For the first three minutes, server sends PING roughly twice a second which then client immediately ACKs. Server pings mostly stop after 180 seconds, although I did see a single server PING at 519, 848, 964, 1666, and 1928 seconds.
The PING packets are generally just 12 bytes big, but occasionally are bigger: 30 or 31 bytes is next most common.

Channel 0x03: server to client. 42%
Entirely reliable packets. A whole lot. 54% are small (14 bytes is most common), but some get to 100s of bytes. I imagine this is the important game state.

Channel 0x01: client to server. 35%
This contains all of the traffic the client sends the server. A healthy mix of Enet packet types (reliable, unreliable, and unsequenced). 72% of these packets are very small (14, 24, or 25 bytes). Some are a little bigger.
I ran a second game which was a custom solo game for just 4 minutes with me doing nearly nothing, almost no input. There were almost no reliable packets sent by my client at all; that is consistent with the reliable packets being used for user input. I wonder if all the unsequenced/unreliable traffic is used for bot detection, tracking the user’s mouse position or other signals from the client?

Channel 0x04: server to client. 19%
A bunch of SUNR packets first; those are unreliable but sequenced. Then a stream of SUNS packets; those are unsequenced. No one packet length dominates, the most common is a 40 byte packet at 9%. But almost all the traffic is in the 40-60 byte length.

Channel 0x02: server to client. 1%
Entirely unreliable packets. Not many. 71% are 25 bytes.

Channel 0x05: server to client. 0.03%
This is a mystery. It’s very low traffic, 25 or so over the whole trace. But they’re there and they are sequenced.

Conclusions

I think channel 3 is most interesting as a source of lag; that’s the server sending reliable packets to the client. Channel 1 is also interesting since it contains the clients’ reliable packets to the server.

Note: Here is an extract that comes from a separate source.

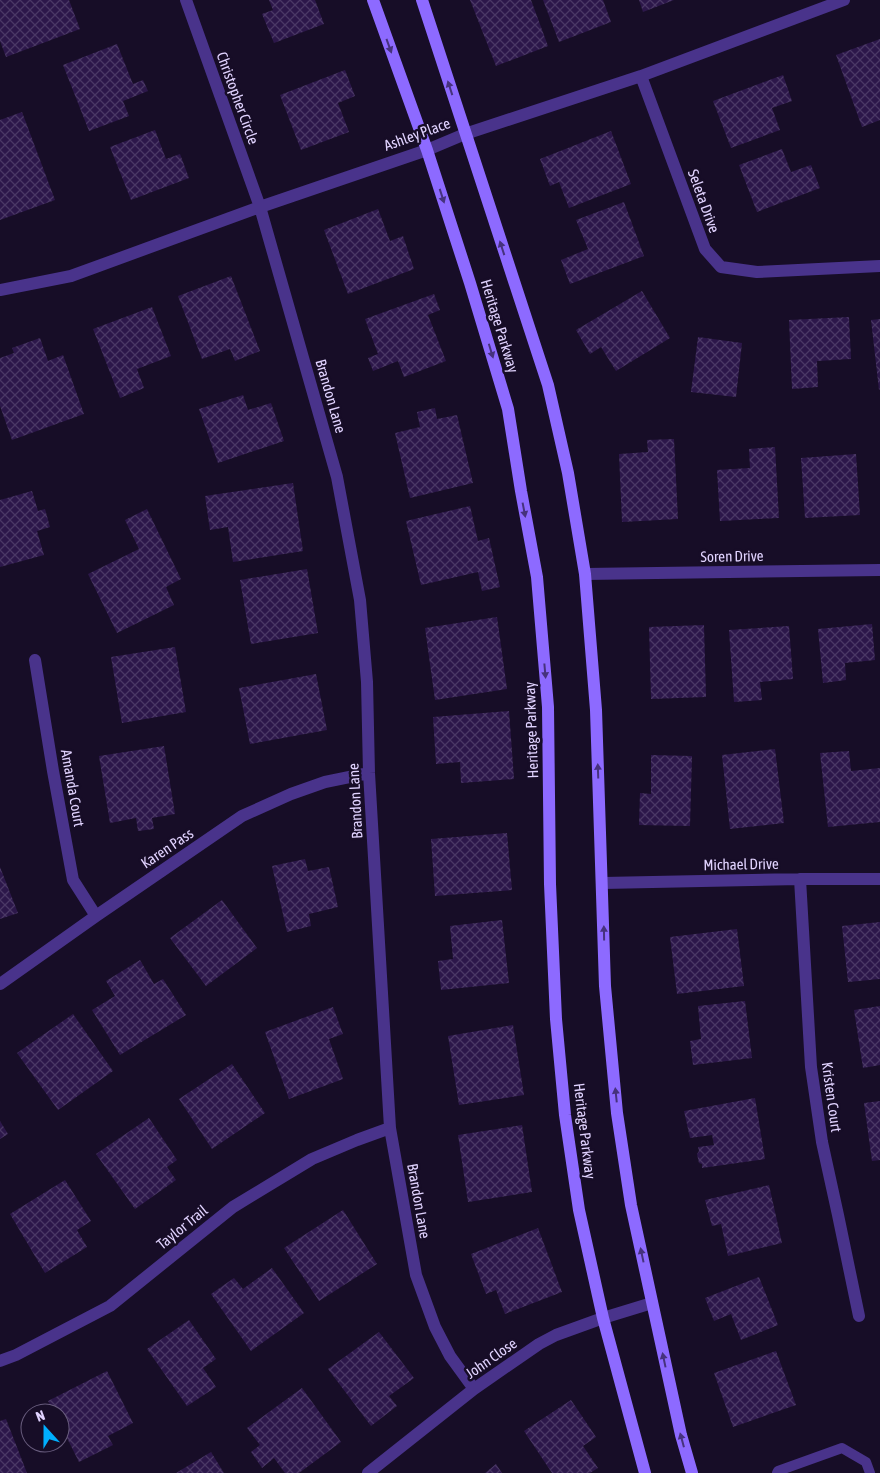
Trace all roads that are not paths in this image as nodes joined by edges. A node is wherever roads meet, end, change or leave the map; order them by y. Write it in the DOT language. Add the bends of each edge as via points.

I just noticed that SUNS packets (unsequenced) still contain sequence numbers. That’s handy for monitoring out of order and loss even if the protocol doesn’t treat those as errors.

I also did a quick spot check of this data vs. a custom solo game I recorded for ~4 minutes where I did almost nothing. The traffic distribution was roughly similar other than the difference in  channel 1 I noted above.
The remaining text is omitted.